# Looking for King PLakat



## plakatkhmer (Mar 18, 2012)

Do you have a King Plakat Male&Female you want to Donate? Or for a low price I am working on breeding. Please let me know. Thank you


----------



## bettasusa (Nov 1, 2011)

I'm sure that others may be able to offer you more information on the king plakat, however I have noticed a few recent topics about kings on the forum. I am also aware that Petco carries the king plakats in their stores. If you are new to breeding this could be a good start and then once you get a couple successful spawns you could get some giants if you are interested in them. Hopefully this helps a bit and I'm sure other members will follow up. Good luck, Lui


----------



## MrVampire181 (May 12, 2009)

Kings are just big. You will NOT get kings or giants in spawns. They are simply big, not giants and most spawns result in regular sized bettas.


----------



## plakatkhmer (Mar 18, 2012)

Thank you this really helps. Right now I have two king plakat male and two female betta, one is tropical semi agressive female and the other is veil tail female. I bought both of them from Petco. lol
I really want me a King plakat female. (praying on my knees).


----------



## MrVampire181 (May 12, 2009)

Pet store fish aren't good breeding fish.


----------



## copperarabian (Apr 27, 2011)

MrVampire181 said:


> Pet store fish aren't good breeding fish.


I think it's fine to breed pet store fish as pets, as long as you aren't breeding veil tails.


----------



## flyingxchanges (Mar 22, 2012)

copperarabian said:


> I think it's fine to breed pet store fish as pets, as long as you aren't breeding veil tails.
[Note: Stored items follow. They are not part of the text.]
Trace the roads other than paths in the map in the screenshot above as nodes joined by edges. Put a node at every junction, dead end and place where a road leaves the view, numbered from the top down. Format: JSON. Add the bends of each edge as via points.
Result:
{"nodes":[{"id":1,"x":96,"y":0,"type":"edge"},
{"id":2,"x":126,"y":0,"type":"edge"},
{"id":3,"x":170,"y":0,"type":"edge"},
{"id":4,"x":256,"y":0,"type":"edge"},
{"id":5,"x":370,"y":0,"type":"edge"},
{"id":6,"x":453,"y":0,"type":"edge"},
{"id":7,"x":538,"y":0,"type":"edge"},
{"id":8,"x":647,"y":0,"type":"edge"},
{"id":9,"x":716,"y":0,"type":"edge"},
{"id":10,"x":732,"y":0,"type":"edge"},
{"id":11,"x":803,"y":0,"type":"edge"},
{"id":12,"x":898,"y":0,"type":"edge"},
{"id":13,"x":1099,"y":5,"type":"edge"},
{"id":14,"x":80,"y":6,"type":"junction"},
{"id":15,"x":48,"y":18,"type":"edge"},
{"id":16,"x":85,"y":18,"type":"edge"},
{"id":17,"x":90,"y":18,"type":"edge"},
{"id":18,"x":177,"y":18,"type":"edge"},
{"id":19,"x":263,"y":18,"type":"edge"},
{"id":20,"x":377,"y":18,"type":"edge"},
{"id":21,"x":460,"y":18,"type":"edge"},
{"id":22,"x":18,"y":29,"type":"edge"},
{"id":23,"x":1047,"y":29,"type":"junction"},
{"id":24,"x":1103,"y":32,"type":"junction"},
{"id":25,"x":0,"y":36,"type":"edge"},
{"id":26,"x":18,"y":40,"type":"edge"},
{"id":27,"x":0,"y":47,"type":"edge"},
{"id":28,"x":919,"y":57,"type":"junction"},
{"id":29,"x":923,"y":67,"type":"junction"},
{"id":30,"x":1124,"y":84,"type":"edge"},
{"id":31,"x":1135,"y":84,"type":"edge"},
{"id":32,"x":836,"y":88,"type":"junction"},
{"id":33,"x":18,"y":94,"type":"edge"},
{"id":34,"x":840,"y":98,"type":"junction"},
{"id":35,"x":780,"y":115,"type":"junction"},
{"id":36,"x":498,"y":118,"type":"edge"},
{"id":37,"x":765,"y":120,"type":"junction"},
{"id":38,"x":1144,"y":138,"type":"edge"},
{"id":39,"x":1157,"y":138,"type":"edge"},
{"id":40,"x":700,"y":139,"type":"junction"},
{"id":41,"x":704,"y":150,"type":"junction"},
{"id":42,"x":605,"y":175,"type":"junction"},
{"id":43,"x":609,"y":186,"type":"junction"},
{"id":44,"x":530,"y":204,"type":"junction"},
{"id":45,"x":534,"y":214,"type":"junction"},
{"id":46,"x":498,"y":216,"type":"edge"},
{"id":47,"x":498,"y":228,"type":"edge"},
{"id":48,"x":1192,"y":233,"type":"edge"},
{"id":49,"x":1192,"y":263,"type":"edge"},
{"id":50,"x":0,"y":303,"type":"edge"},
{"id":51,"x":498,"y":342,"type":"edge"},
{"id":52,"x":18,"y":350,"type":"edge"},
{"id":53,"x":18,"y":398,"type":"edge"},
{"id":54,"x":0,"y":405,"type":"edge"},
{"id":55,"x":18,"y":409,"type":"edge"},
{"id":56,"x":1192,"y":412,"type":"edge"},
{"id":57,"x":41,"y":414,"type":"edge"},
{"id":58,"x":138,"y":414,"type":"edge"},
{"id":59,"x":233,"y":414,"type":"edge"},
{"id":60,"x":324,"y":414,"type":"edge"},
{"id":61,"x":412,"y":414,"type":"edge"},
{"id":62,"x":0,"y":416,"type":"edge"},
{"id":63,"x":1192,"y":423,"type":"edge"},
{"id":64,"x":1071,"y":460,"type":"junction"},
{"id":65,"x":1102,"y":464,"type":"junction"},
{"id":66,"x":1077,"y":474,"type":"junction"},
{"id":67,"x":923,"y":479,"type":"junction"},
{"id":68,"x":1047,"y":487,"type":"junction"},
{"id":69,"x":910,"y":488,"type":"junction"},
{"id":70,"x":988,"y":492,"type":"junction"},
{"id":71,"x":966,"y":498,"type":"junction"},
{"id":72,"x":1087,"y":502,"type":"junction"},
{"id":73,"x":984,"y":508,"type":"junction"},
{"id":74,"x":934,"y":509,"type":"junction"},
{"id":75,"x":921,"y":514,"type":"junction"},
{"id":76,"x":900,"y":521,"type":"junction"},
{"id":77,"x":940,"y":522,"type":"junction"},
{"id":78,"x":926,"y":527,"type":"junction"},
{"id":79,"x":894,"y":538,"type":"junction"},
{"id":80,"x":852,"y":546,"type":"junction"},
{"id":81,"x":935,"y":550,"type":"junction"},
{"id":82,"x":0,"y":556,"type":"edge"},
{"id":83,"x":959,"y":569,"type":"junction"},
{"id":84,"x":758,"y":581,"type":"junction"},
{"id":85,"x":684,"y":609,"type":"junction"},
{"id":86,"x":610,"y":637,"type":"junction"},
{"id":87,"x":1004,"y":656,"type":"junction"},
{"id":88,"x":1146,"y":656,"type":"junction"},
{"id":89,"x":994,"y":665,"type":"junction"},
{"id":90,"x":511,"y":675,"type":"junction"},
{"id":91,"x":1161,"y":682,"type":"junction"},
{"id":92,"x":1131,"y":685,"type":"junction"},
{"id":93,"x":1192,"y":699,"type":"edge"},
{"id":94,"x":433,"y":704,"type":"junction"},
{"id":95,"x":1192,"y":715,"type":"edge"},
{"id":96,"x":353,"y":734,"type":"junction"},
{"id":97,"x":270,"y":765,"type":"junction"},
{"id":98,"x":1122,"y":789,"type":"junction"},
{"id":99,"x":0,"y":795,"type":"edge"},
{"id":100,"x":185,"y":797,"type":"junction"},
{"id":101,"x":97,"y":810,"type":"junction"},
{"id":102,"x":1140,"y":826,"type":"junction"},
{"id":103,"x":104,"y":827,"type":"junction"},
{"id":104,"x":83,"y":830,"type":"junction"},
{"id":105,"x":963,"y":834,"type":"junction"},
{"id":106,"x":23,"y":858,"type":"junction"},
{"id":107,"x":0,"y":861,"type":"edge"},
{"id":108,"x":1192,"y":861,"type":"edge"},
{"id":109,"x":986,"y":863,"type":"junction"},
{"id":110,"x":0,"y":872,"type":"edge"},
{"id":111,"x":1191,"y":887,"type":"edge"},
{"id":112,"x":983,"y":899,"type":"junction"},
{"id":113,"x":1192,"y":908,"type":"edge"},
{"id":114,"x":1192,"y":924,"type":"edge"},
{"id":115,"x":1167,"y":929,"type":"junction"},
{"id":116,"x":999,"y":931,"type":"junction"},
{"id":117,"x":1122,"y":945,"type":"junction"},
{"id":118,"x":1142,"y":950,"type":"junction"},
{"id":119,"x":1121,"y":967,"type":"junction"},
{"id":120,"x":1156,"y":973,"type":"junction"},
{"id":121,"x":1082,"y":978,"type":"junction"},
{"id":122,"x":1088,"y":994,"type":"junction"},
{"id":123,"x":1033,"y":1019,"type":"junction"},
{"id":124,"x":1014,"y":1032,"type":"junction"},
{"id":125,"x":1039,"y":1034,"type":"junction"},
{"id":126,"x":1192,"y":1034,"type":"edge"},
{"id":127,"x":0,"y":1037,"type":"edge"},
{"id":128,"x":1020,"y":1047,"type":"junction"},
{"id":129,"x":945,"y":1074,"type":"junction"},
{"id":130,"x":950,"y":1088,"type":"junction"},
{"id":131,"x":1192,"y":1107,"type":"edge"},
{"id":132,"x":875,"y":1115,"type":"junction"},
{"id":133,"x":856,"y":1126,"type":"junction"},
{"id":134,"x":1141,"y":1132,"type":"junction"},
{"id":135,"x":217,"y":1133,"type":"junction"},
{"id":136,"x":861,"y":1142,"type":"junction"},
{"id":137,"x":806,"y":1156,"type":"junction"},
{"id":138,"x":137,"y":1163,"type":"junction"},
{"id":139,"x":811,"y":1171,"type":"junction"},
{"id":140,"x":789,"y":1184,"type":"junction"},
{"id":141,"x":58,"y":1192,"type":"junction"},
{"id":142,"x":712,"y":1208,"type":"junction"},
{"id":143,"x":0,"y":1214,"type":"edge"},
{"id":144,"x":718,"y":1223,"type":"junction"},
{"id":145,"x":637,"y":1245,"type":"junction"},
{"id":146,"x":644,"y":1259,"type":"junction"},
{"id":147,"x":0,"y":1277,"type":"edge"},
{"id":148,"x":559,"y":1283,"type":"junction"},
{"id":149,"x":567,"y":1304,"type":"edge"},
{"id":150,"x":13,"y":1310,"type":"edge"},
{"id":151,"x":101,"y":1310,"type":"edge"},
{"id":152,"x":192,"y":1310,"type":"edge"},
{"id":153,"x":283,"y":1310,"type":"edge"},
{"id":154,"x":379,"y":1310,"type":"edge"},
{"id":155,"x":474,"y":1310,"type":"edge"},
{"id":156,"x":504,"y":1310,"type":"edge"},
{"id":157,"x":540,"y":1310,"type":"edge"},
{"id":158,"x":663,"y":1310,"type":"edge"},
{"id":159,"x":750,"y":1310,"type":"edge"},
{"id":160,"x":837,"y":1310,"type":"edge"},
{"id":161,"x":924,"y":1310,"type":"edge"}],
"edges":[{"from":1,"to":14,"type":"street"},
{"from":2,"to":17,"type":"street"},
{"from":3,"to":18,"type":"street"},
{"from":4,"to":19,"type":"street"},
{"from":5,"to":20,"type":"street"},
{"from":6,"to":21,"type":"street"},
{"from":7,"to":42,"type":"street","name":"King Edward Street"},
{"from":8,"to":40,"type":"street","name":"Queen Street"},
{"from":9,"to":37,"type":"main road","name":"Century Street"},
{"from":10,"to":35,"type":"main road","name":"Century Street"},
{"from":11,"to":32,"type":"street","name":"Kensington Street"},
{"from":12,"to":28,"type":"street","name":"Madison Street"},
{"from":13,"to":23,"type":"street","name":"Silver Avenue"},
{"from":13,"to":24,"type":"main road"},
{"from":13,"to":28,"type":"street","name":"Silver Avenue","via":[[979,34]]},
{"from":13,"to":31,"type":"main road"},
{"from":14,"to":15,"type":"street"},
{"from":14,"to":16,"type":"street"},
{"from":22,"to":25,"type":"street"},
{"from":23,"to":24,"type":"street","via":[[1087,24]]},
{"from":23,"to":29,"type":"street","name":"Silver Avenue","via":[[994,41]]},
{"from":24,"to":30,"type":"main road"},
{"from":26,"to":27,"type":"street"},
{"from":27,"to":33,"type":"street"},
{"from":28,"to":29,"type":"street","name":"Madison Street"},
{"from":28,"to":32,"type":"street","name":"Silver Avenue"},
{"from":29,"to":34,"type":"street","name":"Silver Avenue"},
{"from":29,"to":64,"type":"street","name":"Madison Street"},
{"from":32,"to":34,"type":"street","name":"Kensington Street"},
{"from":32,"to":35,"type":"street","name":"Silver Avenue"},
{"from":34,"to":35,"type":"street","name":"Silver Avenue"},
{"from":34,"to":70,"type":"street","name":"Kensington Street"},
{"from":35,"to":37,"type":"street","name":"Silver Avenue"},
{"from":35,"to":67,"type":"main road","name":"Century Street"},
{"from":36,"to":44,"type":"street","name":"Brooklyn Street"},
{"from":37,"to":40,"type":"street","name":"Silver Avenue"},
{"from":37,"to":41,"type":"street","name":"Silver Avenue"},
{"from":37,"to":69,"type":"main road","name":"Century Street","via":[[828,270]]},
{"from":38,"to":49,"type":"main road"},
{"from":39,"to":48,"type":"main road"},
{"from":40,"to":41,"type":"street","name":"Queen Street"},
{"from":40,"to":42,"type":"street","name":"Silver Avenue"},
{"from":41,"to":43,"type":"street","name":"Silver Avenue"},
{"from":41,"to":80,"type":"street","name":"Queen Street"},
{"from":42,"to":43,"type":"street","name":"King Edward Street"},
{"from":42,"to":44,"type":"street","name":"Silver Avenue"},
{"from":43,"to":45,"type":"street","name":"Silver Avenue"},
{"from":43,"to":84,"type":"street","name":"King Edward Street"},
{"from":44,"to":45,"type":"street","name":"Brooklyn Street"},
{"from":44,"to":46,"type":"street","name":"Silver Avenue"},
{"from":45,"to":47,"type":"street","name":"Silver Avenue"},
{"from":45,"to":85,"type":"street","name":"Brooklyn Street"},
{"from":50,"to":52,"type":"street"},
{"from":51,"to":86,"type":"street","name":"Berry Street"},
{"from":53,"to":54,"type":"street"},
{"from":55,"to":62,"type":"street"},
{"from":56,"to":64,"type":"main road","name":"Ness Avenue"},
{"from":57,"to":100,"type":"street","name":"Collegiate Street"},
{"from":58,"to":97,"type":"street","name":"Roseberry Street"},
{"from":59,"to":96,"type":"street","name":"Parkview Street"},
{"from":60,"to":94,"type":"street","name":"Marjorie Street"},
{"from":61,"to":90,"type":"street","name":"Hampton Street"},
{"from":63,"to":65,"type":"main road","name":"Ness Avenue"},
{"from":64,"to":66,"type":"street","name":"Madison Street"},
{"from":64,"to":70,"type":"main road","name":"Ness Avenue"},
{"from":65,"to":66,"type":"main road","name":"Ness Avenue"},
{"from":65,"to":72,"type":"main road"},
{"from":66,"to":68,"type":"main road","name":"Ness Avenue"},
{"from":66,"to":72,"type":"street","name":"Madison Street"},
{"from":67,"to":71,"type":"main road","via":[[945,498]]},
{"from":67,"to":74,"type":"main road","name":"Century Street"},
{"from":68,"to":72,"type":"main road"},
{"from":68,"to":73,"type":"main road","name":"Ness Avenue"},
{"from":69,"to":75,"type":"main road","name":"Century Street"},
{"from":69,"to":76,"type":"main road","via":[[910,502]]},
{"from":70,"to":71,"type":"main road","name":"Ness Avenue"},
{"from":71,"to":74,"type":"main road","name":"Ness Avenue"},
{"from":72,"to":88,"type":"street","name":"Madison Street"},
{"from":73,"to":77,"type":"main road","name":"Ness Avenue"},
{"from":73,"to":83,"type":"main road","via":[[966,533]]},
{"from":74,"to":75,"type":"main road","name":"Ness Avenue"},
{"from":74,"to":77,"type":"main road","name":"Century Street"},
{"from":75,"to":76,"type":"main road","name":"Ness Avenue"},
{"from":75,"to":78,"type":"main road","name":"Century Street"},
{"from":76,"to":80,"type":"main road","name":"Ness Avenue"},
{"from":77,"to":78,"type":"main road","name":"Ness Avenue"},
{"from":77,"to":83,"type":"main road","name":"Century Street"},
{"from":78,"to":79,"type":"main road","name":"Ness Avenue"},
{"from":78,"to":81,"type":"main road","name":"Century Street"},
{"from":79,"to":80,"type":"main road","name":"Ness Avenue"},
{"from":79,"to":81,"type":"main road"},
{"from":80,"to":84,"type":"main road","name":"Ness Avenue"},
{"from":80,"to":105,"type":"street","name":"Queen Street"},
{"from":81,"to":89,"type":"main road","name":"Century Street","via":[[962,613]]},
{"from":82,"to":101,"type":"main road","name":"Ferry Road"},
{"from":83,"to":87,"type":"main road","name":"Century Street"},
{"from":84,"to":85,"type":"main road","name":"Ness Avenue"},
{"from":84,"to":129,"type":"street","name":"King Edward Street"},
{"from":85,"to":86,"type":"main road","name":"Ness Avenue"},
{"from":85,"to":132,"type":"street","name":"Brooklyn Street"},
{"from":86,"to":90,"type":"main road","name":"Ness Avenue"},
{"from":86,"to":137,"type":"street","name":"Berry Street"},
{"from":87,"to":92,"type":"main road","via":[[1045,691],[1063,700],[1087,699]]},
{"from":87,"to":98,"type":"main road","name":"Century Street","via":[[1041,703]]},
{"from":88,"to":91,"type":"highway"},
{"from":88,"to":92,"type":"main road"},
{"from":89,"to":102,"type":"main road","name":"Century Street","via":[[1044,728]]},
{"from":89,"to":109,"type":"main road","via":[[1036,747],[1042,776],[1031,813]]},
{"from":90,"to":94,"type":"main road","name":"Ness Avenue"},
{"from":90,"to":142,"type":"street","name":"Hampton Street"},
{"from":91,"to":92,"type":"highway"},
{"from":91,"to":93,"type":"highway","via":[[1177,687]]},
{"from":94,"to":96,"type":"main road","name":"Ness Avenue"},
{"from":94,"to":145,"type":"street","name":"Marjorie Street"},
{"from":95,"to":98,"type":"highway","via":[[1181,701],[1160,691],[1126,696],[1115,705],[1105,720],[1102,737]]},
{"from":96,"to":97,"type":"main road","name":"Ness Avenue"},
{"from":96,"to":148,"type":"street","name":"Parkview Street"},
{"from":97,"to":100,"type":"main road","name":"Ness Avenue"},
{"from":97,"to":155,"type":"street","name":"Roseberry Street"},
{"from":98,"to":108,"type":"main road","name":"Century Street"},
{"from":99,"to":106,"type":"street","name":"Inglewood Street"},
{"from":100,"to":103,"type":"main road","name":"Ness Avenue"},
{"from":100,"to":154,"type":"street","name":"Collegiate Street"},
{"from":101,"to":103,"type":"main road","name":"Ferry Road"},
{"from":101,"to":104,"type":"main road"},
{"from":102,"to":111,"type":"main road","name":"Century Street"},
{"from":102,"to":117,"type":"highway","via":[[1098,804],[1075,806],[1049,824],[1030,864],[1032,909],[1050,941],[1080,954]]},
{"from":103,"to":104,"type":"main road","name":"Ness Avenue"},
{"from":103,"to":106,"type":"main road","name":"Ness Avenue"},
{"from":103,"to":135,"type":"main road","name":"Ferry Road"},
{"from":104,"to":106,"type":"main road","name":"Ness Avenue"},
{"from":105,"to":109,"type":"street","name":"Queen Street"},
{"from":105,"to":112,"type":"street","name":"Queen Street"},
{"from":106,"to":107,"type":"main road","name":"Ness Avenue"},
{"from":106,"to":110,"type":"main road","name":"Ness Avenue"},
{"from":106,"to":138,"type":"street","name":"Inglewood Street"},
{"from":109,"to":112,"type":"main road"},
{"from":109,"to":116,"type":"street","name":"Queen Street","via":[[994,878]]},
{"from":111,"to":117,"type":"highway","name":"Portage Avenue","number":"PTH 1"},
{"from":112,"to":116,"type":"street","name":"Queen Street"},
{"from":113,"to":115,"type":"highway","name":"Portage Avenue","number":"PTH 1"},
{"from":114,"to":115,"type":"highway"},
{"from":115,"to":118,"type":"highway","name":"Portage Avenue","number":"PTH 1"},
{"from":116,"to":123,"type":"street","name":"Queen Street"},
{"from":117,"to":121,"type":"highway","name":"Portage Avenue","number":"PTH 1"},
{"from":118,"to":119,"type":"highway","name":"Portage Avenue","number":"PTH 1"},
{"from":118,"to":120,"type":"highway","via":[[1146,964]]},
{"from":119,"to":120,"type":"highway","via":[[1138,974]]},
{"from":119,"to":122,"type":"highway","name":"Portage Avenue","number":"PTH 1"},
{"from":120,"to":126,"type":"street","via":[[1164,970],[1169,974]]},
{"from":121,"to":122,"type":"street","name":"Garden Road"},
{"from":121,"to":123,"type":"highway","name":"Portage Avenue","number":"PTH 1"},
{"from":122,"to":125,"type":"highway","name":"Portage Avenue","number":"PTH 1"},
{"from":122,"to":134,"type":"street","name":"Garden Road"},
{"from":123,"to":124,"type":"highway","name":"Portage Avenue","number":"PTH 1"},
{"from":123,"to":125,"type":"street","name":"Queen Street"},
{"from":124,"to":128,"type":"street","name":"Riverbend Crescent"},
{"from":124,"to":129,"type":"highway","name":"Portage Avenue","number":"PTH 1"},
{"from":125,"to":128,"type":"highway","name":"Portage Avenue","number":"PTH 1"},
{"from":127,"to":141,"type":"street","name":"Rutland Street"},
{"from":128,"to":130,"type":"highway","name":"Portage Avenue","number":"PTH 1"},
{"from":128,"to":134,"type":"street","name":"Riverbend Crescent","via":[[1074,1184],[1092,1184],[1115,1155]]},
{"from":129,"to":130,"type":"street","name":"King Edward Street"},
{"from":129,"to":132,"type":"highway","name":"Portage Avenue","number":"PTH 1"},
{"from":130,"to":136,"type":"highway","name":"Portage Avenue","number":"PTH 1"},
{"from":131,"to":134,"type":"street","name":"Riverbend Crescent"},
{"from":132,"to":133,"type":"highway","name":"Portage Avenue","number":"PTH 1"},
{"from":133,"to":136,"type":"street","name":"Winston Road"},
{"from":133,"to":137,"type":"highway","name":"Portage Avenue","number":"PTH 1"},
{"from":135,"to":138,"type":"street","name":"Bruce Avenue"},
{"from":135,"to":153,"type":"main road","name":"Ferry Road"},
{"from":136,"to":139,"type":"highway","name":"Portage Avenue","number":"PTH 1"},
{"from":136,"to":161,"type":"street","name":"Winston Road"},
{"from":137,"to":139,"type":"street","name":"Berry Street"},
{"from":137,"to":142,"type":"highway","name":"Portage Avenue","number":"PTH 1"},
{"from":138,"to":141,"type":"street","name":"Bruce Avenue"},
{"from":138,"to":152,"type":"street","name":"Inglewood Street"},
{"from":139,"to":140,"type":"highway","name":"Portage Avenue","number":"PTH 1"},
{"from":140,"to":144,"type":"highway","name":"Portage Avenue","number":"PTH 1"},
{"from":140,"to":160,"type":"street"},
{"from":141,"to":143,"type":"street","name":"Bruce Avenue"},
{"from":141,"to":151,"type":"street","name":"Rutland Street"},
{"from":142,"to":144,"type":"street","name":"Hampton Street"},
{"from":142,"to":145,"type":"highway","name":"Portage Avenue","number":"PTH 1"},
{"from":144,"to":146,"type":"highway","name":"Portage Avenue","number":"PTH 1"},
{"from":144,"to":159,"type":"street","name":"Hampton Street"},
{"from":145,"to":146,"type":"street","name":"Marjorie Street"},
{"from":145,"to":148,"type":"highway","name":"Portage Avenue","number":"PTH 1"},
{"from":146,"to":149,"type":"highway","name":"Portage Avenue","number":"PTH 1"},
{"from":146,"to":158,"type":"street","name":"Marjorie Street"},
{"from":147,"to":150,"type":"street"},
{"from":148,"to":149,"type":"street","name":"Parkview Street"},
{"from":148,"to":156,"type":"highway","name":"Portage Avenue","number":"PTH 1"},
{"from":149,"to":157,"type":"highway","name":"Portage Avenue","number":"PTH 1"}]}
Just out of curiosity, why shouldn't you breed veil tails? I'm just a keeper, with no plans of ever breeding, but the whole breeding thing does intrigue me :roll:


----------



## copperarabian (Apr 27, 2011)

flyingxchanges said:


> Just out of curiosity, why shouldn't you breed veil tails? I'm just a keeper, with no plans of ever breeding, but the whole breeding thing does intrigue me :roll:


Veil tails are a dominant gene, so they are very common. Generally you don't want to breed them because so many are already sitting in stores unwanted


----------



## flyingxchanges (Mar 22, 2012)

ahh that makes sense. I deal with similar things in the horse world (which I'm way more knowledgeable about than fishies lol).


----------



## MrVampire181 (May 12, 2009)

Veil tails (although AMAZING IMO) are not sanctioned in Area 1 of the IBC (North America). In Europe they are still allowed to place in shows.


----------



## plakatkhmer (Mar 18, 2012)

Okay cool, I wont breed veil tails. MrVampire Do you know where I can find King plakat female from that is not on aquabid?


----------



## MrVampire181 (May 12, 2009)

You will not find Kings anywhere. No one is breeding them. If you really want nice fish Aquabid is the place to go.


----------



## plakatkhmer (Mar 18, 2012)

Okay thank you. Another question who is a good person to buy the kings from on Aquabid?


----------



## MrVampire181 (May 12, 2009)

Like I said, kings are not being bred. You won't find any on AB. 

I, personally, think you should try regular sized bettas before spawning giants.


----------



## LionCalie (Sep 24, 2011)

The only place you will find "kings" is Petco. You should know though that "king" is just a name Petco gives large plakats.


----------